Safety Net by Foxymoron

Safety plays in bridge are not always right. One needs to work out the net gains and losses from them, But knowing what they are is a good start. The lines of a song by Ariane Grande, the performer on the day of the tragic Manchester Arena bombing, came to mind after a hand yesterday:

Tripping, falling with no safety net
Boy, it must be something that you said
Is it real this time or is it in my head?
Got me tripping, falling with no safety net
 
Diamonds was the suit in which a safety play could be considered yesterday. Lucy tripping in the Sky with Diamonds maybe.


AuntieAnne won two events at the EBU Eastbourne Congress recently, one with fellow Woodberry member Rachel Bourne and one, appropriately as Auntie Anne, with her two nephews Liam and Jamie Fegarty and her sister-in-law Catherine Curtis. She was not going to miss the safety play here. Slam is poor, with only 31 points between the two hands but was a lot better on the spade lead which gave declarer four tricks in that suit. She now just needed four diamond tricks (or three with the ace of clubs onside). One declarer ran the jack of diamonds on the first round, but Anne correctly cashed the ace first after which it was plain sailing. Cashing the ace gains when either defender has a singleton queen, while running the jack on the first round only gains when East has a singleton seven. 

One important point, which it took a curry with the Welsh team at the European Championship in Cardiff last night to realise, was that if declarer runs the jack and West is the one with the singleton queen, East must drop the seven from 97xx to give declarer a losing option!

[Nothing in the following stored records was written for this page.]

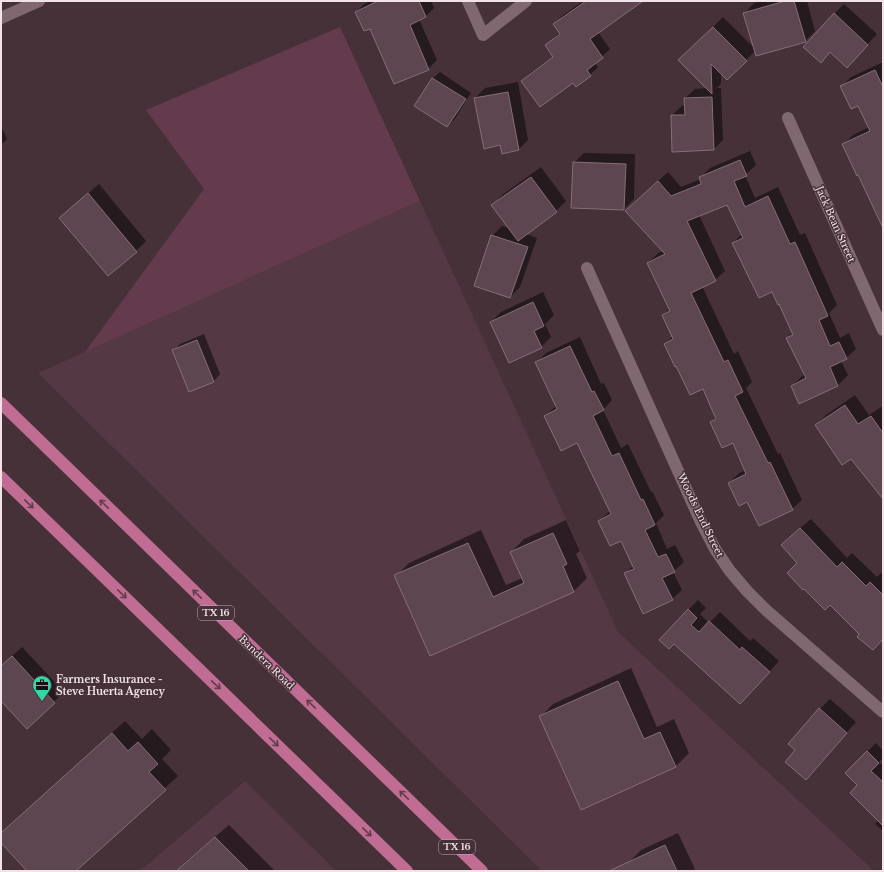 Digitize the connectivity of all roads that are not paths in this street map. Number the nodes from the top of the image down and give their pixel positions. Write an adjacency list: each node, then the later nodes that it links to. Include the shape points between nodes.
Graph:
1 (39, 1): 4 (street)
2 (468, 1): 3 (street, via 484,35)
3 (526, 1)
4 (1, 18)
5 (788, 118): 7 (street, Jack Bean Street)
6 (587, 268): 10 (street, Woods End Street, via 702,522 730,571 766,610)
7 (883, 330)
8 (1, 403): 12 (main road, Bandera Road / TX 16, one-way to 8)
9 (1, 477): 11 (main road, one-way to 11)
10 (883, 712)
11 (407, 871)
12 (482, 871) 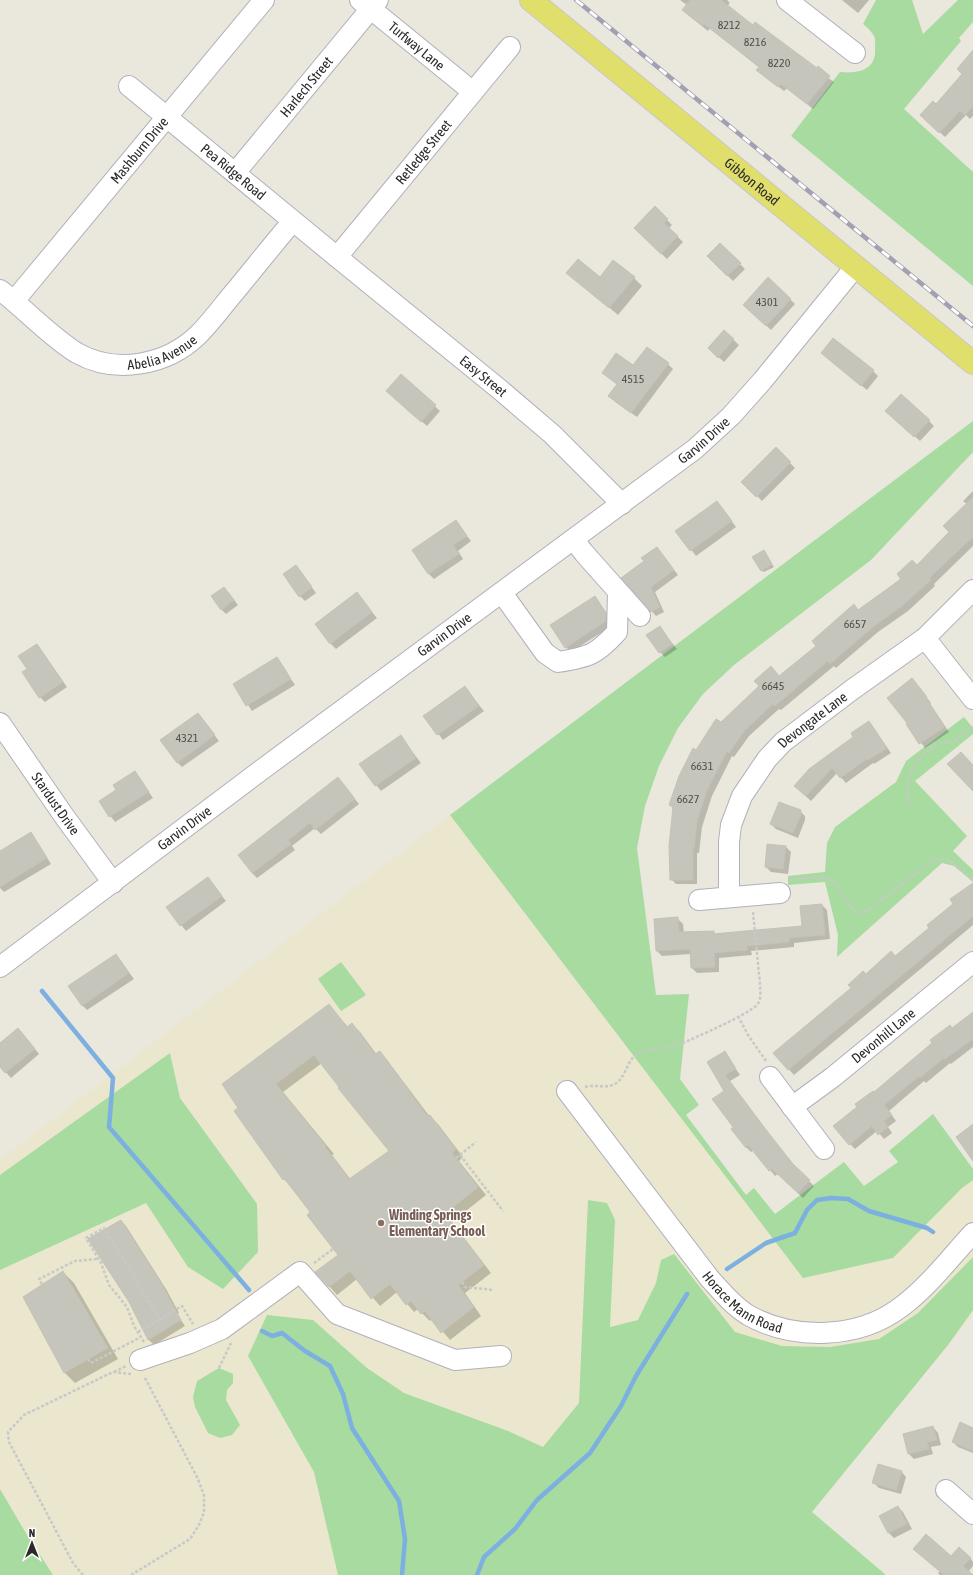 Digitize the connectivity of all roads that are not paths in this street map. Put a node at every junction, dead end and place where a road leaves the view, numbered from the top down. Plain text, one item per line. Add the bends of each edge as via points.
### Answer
1 (264, 0) edge
2 (531, 0) edge
3 (787, 0) edge
4 (369, 3) edge
5 (510, 47) dead end
6 (855, 53) dead end
7 (129, 86) dead end
8 (473, 92) junction
9 (168, 116) junction
10 (235, 173) junction
11 (293, 221) junction
12 (337, 257) junction
13 (856, 266) junction
14 (7, 295) edge
15 (973, 363) edge
16 (622, 504) junction
17 (574, 540) junction
18 (973, 590) edge
19 (618, 592) junction
20 (502, 593) junction
21 (640, 616) dead end
22 (925, 638) junction
23 (973, 699) edge
24 (0, 723) edge
25 (113, 883) junction
26 (783, 886) road end
27 (729, 897) junction
28 (699, 900) dead end
29 (973, 962) edge
30 (0, 967) edge
31 (770, 1072) road end
32 (573, 1091) road end
33 (792, 1107) junction
34 (824, 1149) dead end
35 (973, 1233) edge
36 (501, 1356) dead end
37 (141, 1364) road end
38 (946, 1490) dead end
39 (973, 1514) edge

1 - 9 street, Mashburn Drive
2 - 13 main road, Gibbon Road
3 - 6 street
4 - 8 street, Turfway Lane
4 - 10 street, Harlech Street
5 - 8 street, Retledge Street
7 - 9 street, Pea Ridge Road
8 - 12 street, Retledge Street
9 - 10 street, Pea Ridge Road
9 - 14 street, Mashburn Drive
10 - 11 street, Pea Ridge Road
11 - 12 street, Pea Ridge Road
11 - 14 street, Abelia Avenue via 199,335 179,350 156,360 120,365 87,358 69,348
12 - 16 street, Easy Street via 552,434
13 - 15 main road, Gibbon Road
13 - 16 street, Garvin Drive via 731,416 686,457
16 - 17 street, Garvin Drive
17 - 19 street
17 - 20 street, Garvin Drive
18 - 22 street, Devongate Lane
19 - 20 street via 617,632 587,658 558,662 545,654
19 - 21 street
20 - 25 street, Garvin Drive
22 - 23 street
22 - 27 street, Devongate Lane via 783,742 754,776 742,796 732,824 729,842
24 - 25 street, Stardust Drive
25 - 30 street, Garvin Drive
26 - 27 street
27 - 28 street
29 - 33 street, Devonhill Lane via 833,1077
31 - 33 street
32 - 35 street, Horace Mann Road via 710,1279 747,1315 769,1325 823,1333 851,1331 876,1323 901,1307 921,1289
33 - 34 street
36 - 37 street via 455,1360 337,1314 300,1272 222,1329
38 - 39 street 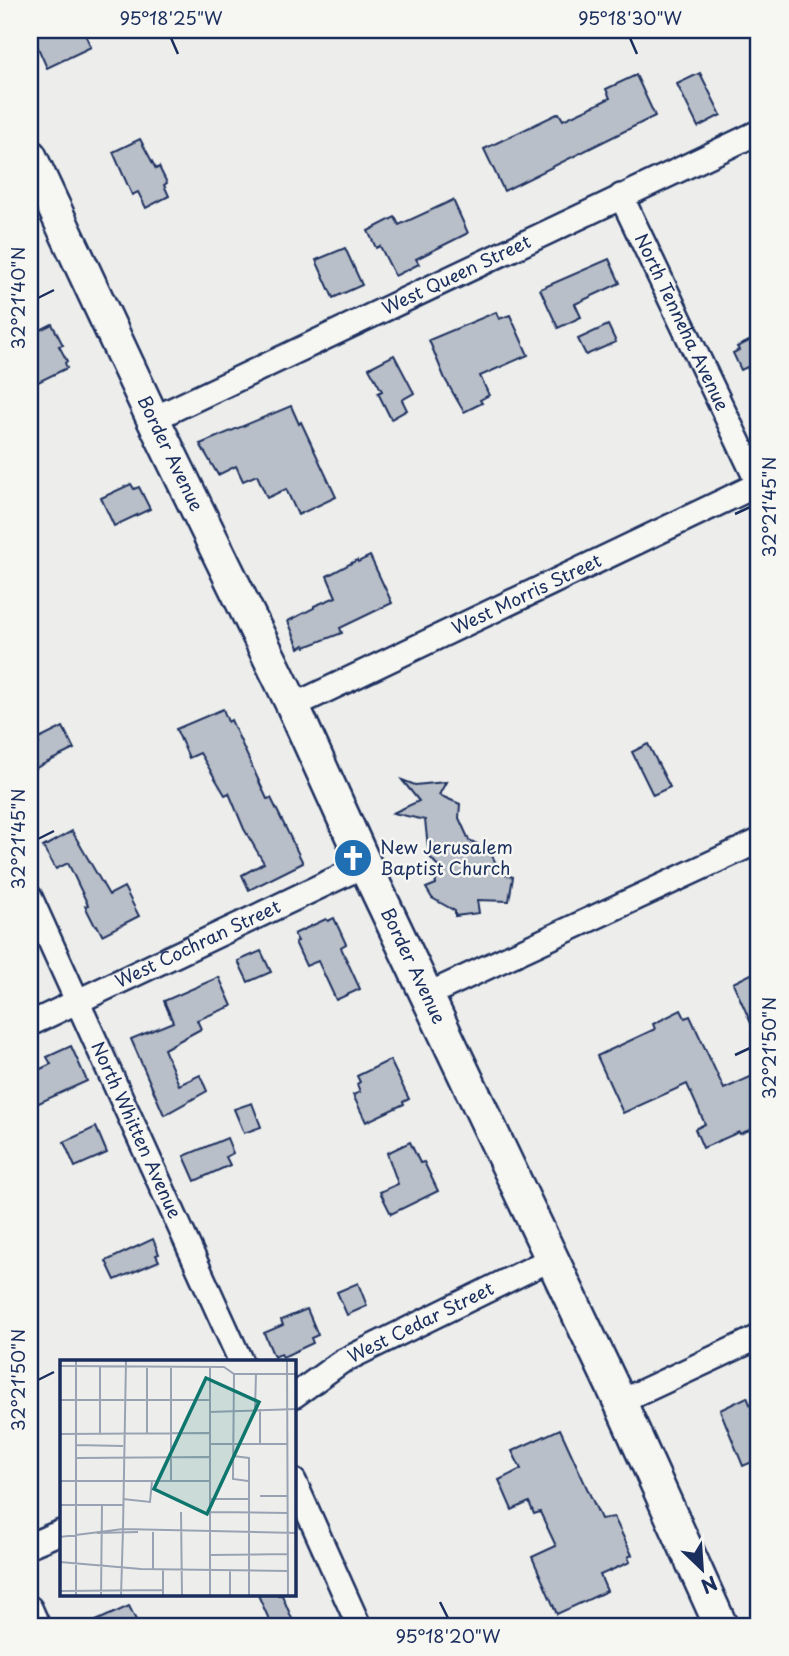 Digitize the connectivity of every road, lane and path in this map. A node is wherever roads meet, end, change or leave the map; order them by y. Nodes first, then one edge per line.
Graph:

If nothing happens on the ace of diamonds, then you should run the jack on the second round, and if West began with Q97x of diamonds, you will need to find the club ace onside.

3 comments:

  1. One of the consequences of having half the field playing
    live at the Claremont Centre, is that Paul doesn't get to
    review the good and the bad being perpetrated there. Jim
    O'Donoghue and I took the same line; happy to see the DQ fall.

    ReplyDelete
  2. I was West on this hand, cashed the AC at trick 1 to stop the overtrick, then led a D. Declarer, perhaps flustered, took the finesse.... They discovered the right play in the post-mortem

    ReplyDelete
  3. Yes I did notice Jim and Ken had found the right line, the latter because Chantal told me, but Uncle Ken and Uncle Jim did not win two events at Eastbourne, so Auntie Anne got pride of place.